# [PROBLEM TO WORK ON]
Down to the last line, write out the entries below exactly and omit all pictures.

# [DATA FOR THIS EXERCISE]
###

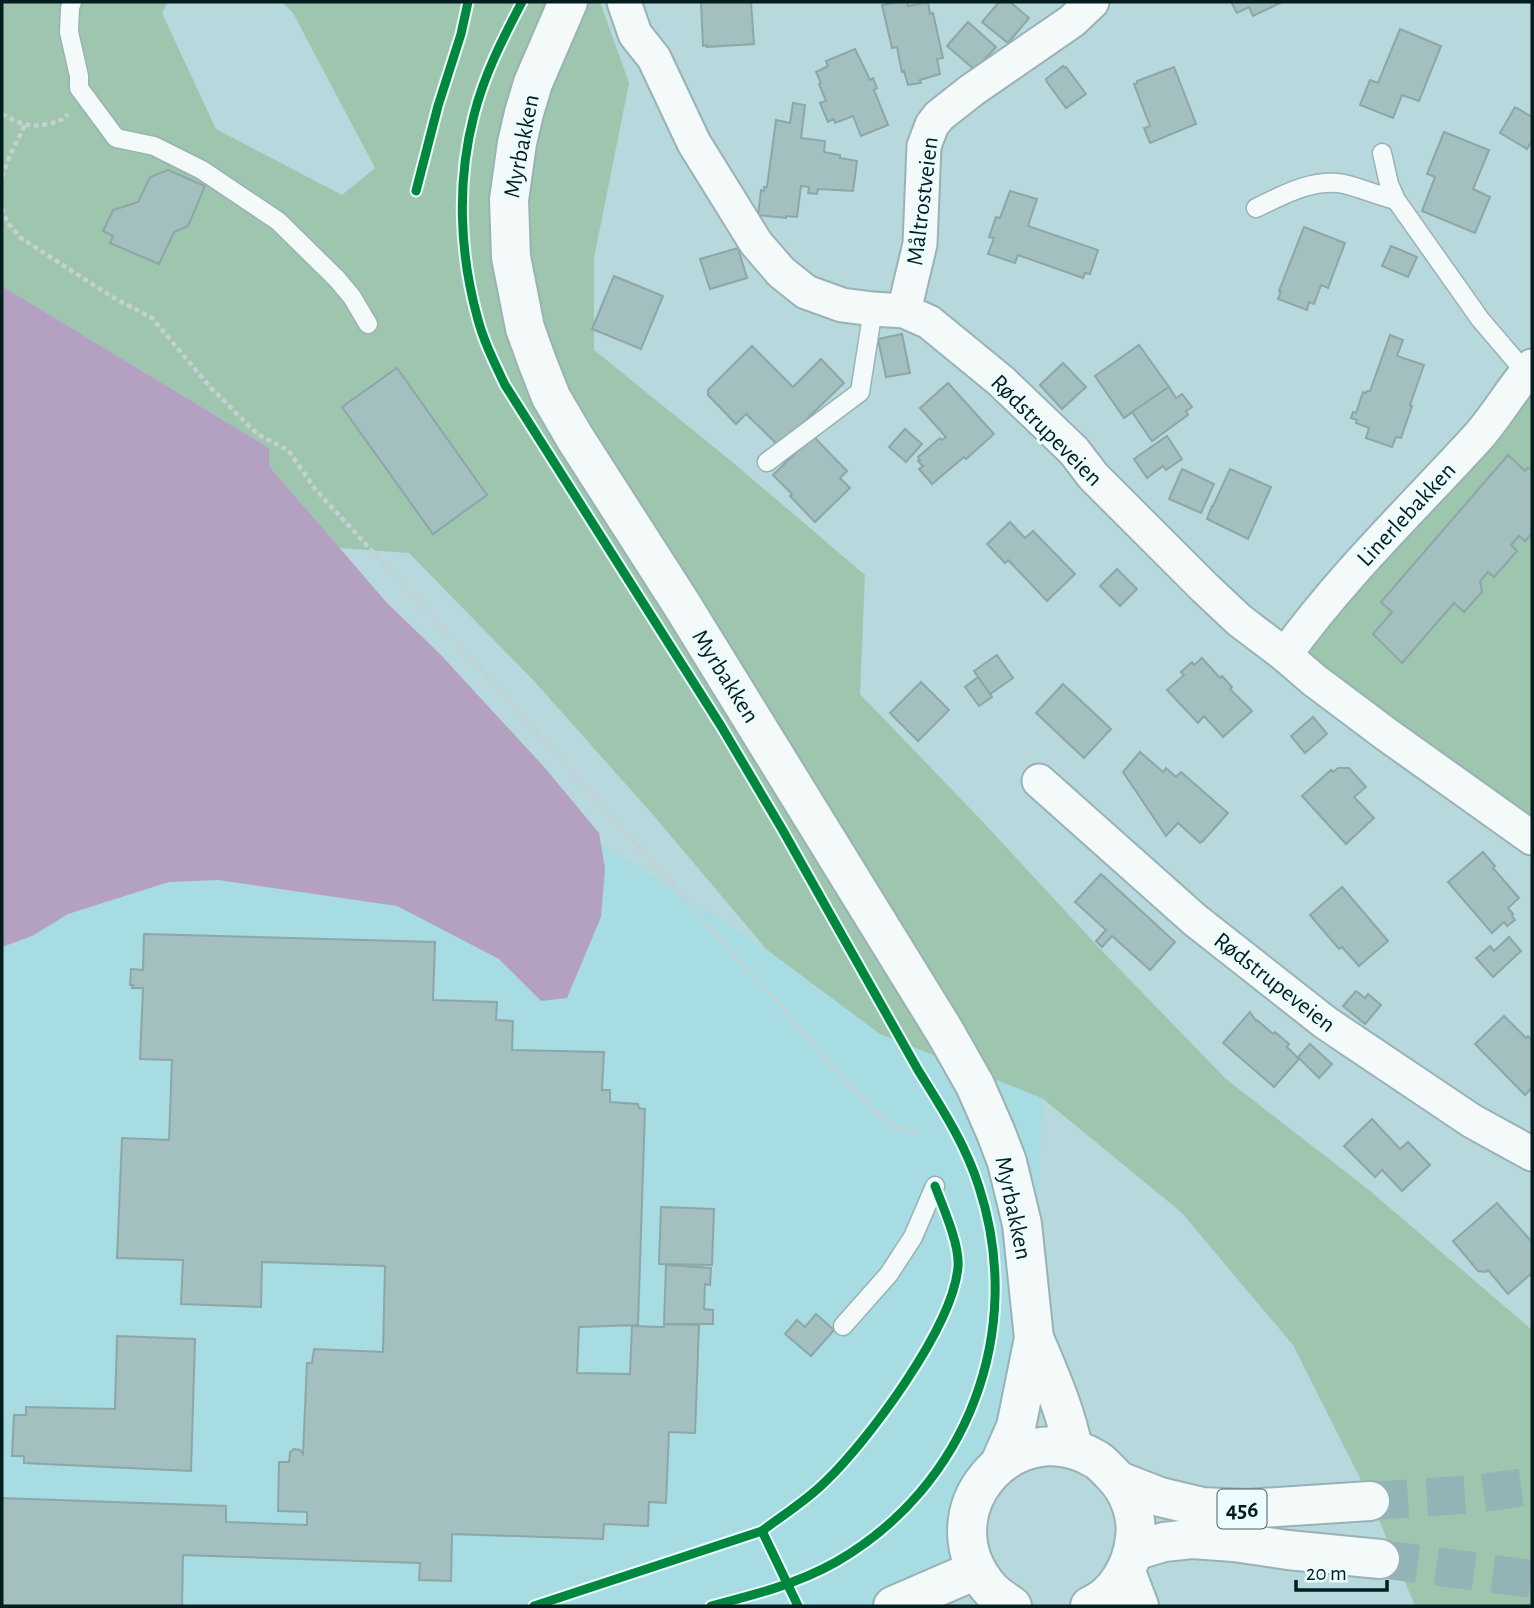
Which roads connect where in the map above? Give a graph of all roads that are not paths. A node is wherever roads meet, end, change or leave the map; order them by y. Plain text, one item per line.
1 (72, 2) edge
2 (568, 2) edge
3 (624, 2) edge
4 (1092, 2) edge
5 (1382, 153) dead end
6 (1396, 200) junction
7 (1256, 208) dead end
8 (889, 310) junction
9 (368, 324) dead end
10 (1529, 369) edge
11 (767, 462) dead end
12 (1285, 654) junction
13 (1039, 781) dead end
14 (1532, 838) edge
15 (1532, 1154) edge
16 (935, 1186) dead end
17 (843, 1326) dead end
18 (1034, 1338) junction
19 (1073, 1449) junction
20 (1000, 1463) junction
21 (1119, 1481) junction
22 (1370, 1501) tunnel mouth
23 (1380, 1559) tunnel mouth
24 (976, 1570) junction
25 (1133, 1576) edge
26 (893, 1606) edge
27 (1012, 1606) edge
28 (1090, 1606) edge

1 - 9 lane
2 - 18 street, Myrbakken
3 - 8 street, Rødstrupeveien
4 - 8 street, Måltrostveien
5 - 6 lane, Linerlebakken
6 - 7 lane
6 - 10 lane, Linerlebakken
8 - 11 lane, Måltrostveien
8 - 12 street, Rødstrupeveien
10 - 12 street, Linerlebakken
12 - 14 street, Rødstrupeveien
13 - 15 street, Rødstrupeveien
16 - 17 lane
18 - 19 street, Myrbakken
18 - 20 street, Myrbakken
19 - 20 street
19 - 21 street
20 - 24 street
21 - 22 street, 456
21 - 25 street
23 - 25 street, 456
24 - 26 street
24 - 27 street
25 - 28 street

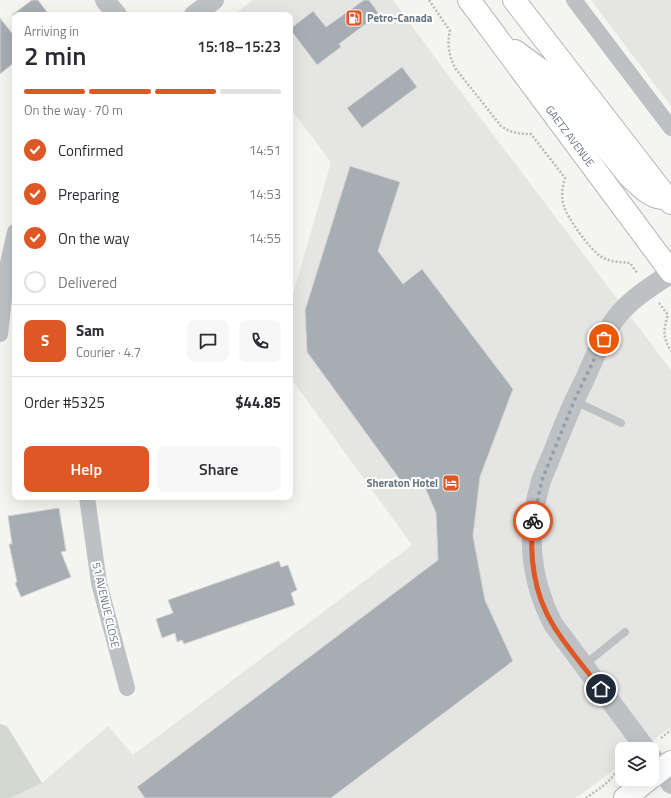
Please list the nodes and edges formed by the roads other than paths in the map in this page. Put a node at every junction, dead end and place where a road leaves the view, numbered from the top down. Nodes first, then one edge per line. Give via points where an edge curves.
1 (105, 0) edge
2 (214, 0) edge
3 (469, 0) edge
4 (514, 0) edge
5 (574, 0) edge
6 (115, 12) edge
7 (198, 12) edge
8 (497, 38) junction
9 (671, 128) edge
10 (670, 200) edge
11 (12, 240) edge
12 (4, 261) edge
13 (671, 272) edge
14 (0, 334) edge
15 (574, 401) junction
16 (621, 423) dead end
17 (87, 500) edge
18 (625, 632) dead end
19 (584, 666) junction
20 (127, 688) dead end
21 (641, 742) edge
22 (641, 786) edge
23 (654, 786) edge
24 (625, 798) edge
25 (650, 798) edge

1 - 6 street
2 - 7 street
3 - 8 main road, GAETZ AVENUE
4 - 10 main road
5 - 9 street
8 - 10 main road via 549,76 628,176 642,188
8 - 13 main road, GAETZ AVENUE
11 - 12 street
12 - 14 street
13 - 15 street via 627,305 609,327
15 - 16 lane
15 - 19 street via 542,480 531,534 534,573 546,610 565,642
17 - 20 street, 51 AVENUE CLOSE via 100,583
18 - 19 lane
19 - 21 street
22 - 24 main road
23 - 25 main road

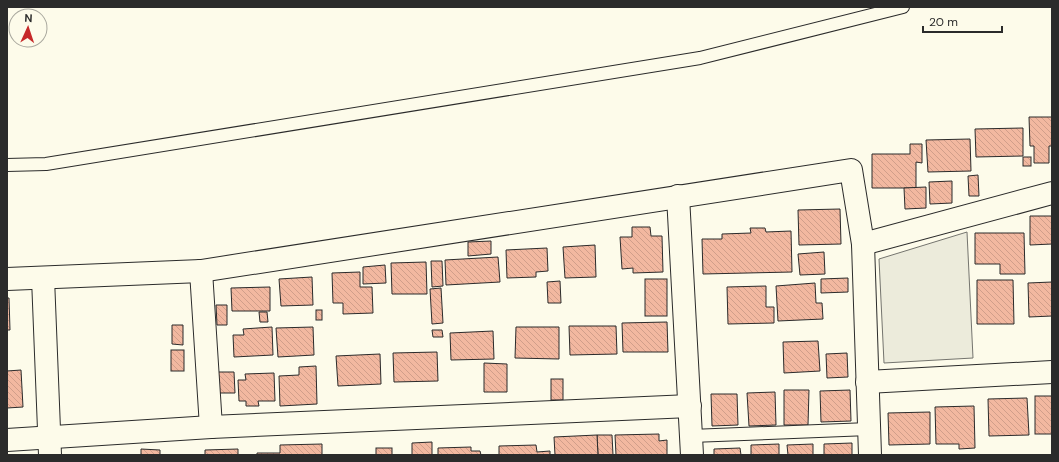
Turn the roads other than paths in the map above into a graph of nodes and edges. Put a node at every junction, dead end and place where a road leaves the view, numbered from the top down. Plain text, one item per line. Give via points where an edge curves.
1 (903, 7) edge
2 (7, 165) edge
3 (1052, 193) edge
4 (678, 196) junction
5 (863, 244) junction
6 (201, 271) junction
7 (43, 278) junction
8 (7, 279) edge
9 (1052, 372) edge
10 (867, 382) junction
11 (690, 406) junction
12 (211, 427) junction
13 (869, 429) junction
14 (7, 440) edge
15 (692, 445) edge
16 (49, 447) edge
17 (870, 455) edge

1 - 2 lane via 700,58 46,164
3 - 5 street
4 - 5 street via 851,170
4 - 6 street
4 - 11 street
5 - 10 street
6 - 7 street
6 - 12 street
7 - 8 street
7 - 16 street
9 - 10 street
10 - 13 street
11 - 12 street
11 - 15 street
12 - 16 street
13 - 15 lane
13 - 17 street
14 - 16 street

###

# [ANSWER FOR THIS EXERCISE]
Which roads connect where in the map above? Give a graph of all roads that are not paths. A node is wherever roads meet, end, change or leave the map; order them by y. Plain text, one item per line.
1 (72, 2) edge
2 (568, 2) edge
3 (624, 2) edge
4 (1092, 2) edge
5 (1382, 153) dead end
6 (1396, 200) junction
7 (1256, 208) dead end
8 (889, 310) junction
9 (368, 324) dead end
10 (1529, 369) edge
11 (767, 462) dead end
12 (1285, 654) junction
13 (1039, 781) dead end
14 (1532, 838) edge
15 (1532, 1154) edge
16 (935, 1186) dead end
17 (843, 1326) dead end
18 (1034, 1338) junction
19 (1073, 1449) junction
20 (1000, 1463) junction
21 (1119, 1481) junction
22 (1370, 1501) tunnel mouth
23 (1380, 1559) tunnel mouth
24 (976, 1570) junction
25 (1133, 1576) edge
26 (893, 1606) edge
27 (1012, 1606) edge
28 (1090, 1606) edge

1 - 9 lane
2 - 18 street, Myrbakken
3 - 8 street, Rødstrupeveien
4 - 8 street, Måltrostveien
5 - 6 lane, Linerlebakken
6 - 7 lane
6 - 10 lane, Linerlebakken
8 - 11 lane, Måltrostveien
8 - 12 street, Rødstrupeveien
10 - 12 street, Linerlebakken
12 - 14 street, Rødstrupeveien
13 - 15 street, Rødstrupeveien
16 - 17 lane
18 - 19 street, Myrbakken
18 - 20 street, Myrbakken
19 - 20 street
19 - 21 street
20 - 24 street
21 - 22 street, 456
21 - 25 street
23 - 25 street, 456
24 - 26 street
24 - 27 street
25 - 28 street

Please list the nodes and edges formed by the roads other than paths in the map in this page. Put a node at every junction, dead end and place where a road leaves the view, numbered from the top down. Nodes first, then one edge per line. Give via points where an edge curves.
1 (105, 0) edge
2 (214, 0) edge
3 (469, 0) edge
4 (514, 0) edge
5 (574, 0) edge
6 (115, 12) edge
7 (198, 12) edge
8 (497, 38) junction
9 (671, 128) edge
10 (670, 200) edge
11 (12, 240) edge
12 (4, 261) edge
13 (671, 272) edge
14 (0, 334) edge
15 (574, 401) junction
16 (621, 423) dead end
17 (87, 500) edge
18 (625, 632) dead end
19 (584, 666) junction
20 (127, 688) dead end
21 (641, 742) edge
22 (641, 786) edge
23 (654, 786) edge
24 (625, 798) edge
25 (650, 798) edge

1 - 6 street
2 - 7 street
3 - 8 main road, GAETZ AVENUE
4 - 10 main road
5 - 9 street
8 - 10 main road via 549,76 628,176 642,188
8 - 13 main road, GAETZ AVENUE
11 - 12 street
12 - 14 street
13 - 15 street via 627,305 609,327
15 - 16 lane
15 - 19 street via 542,480 531,534 534,573 546,610 565,642
17 - 20 street, 51 AVENUE CLOSE via 100,583
18 - 19 lane
19 - 21 street
22 - 24 main road
23 - 25 main road

Turn the roads other than paths in the map above into a graph of nodes and edges. Put a node at every junction, dead end and place where a road leaves the view, numbered from the top down. Plain text, one item per line. Give via points where an edge curves.
1 (903, 7) edge
2 (7, 165) edge
3 (1052, 193) edge
4 (678, 196) junction
5 (863, 244) junction
6 (201, 271) junction
7 (43, 278) junction
8 (7, 279) edge
9 (1052, 372) edge
10 (867, 382) junction
11 (690, 406) junction
12 (211, 427) junction
13 (869, 429) junction
14 (7, 440) edge
15 (692, 445) edge
16 (49, 447) edge
17 (870, 455) edge

1 - 2 lane via 700,58 46,164
3 - 5 street
4 - 5 street via 851,170
4 - 6 street
4 - 11 street
5 - 10 street
6 - 7 street
6 - 12 street
7 - 8 street
7 - 16 street
9 - 10 street
10 - 13 street
11 - 12 street
11 - 15 street
12 - 16 street
13 - 15 lane
13 - 17 street
14 - 16 street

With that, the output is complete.